=== Exercise prompt ===
Find the word "ring" below. Copy each line that has it.
BEGIN
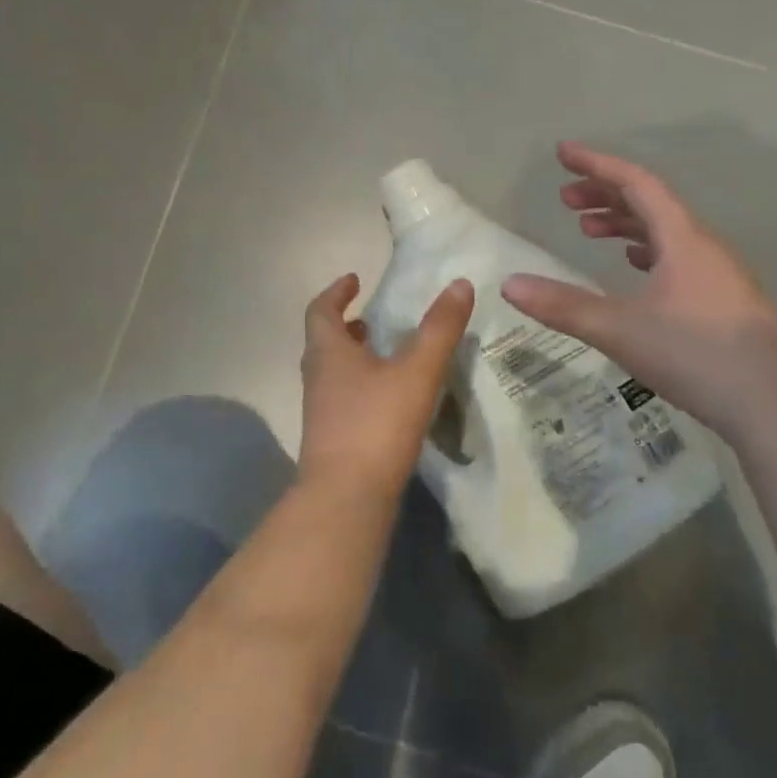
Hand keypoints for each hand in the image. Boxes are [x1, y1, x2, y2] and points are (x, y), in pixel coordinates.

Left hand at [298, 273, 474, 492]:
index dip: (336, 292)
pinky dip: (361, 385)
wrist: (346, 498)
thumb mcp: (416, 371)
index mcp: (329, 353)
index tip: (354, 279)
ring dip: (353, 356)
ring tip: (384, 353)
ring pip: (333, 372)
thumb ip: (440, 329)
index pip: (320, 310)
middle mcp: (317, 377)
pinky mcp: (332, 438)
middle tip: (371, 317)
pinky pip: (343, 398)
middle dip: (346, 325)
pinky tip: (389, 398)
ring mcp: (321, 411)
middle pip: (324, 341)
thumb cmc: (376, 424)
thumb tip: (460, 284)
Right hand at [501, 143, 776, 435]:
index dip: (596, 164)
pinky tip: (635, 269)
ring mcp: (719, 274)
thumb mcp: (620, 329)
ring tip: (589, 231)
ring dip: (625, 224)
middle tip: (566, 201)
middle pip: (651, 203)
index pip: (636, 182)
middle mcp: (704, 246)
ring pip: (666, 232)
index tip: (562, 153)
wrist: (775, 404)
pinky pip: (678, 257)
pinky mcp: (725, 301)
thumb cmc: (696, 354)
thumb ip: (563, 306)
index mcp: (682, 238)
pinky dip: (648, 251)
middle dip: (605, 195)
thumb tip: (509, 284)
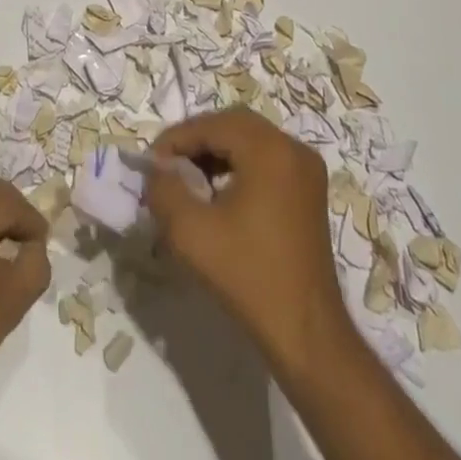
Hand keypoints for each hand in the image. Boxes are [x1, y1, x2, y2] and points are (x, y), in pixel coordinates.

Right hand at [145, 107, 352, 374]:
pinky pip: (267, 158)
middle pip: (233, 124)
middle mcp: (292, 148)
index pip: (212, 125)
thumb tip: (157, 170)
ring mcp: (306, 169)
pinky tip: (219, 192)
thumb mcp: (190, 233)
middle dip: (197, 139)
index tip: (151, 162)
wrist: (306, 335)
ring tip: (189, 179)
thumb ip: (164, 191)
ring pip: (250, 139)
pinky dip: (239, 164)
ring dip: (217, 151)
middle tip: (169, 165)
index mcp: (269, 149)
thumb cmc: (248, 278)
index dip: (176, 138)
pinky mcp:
END
=== Response ===
ring dip: (353, 356)
ring tip: (384, 353)
ring pip: (333, 372)
ring mcp: (321, 411)
ring mcp: (719, 274)
ring tip: (589, 231)
ring dip: (625, 224)
ring pip: (666, 232)
ring mcp: (306, 169)
ring tip: (189, 179)
ring pip: (250, 139)
ring dip: (217, 151)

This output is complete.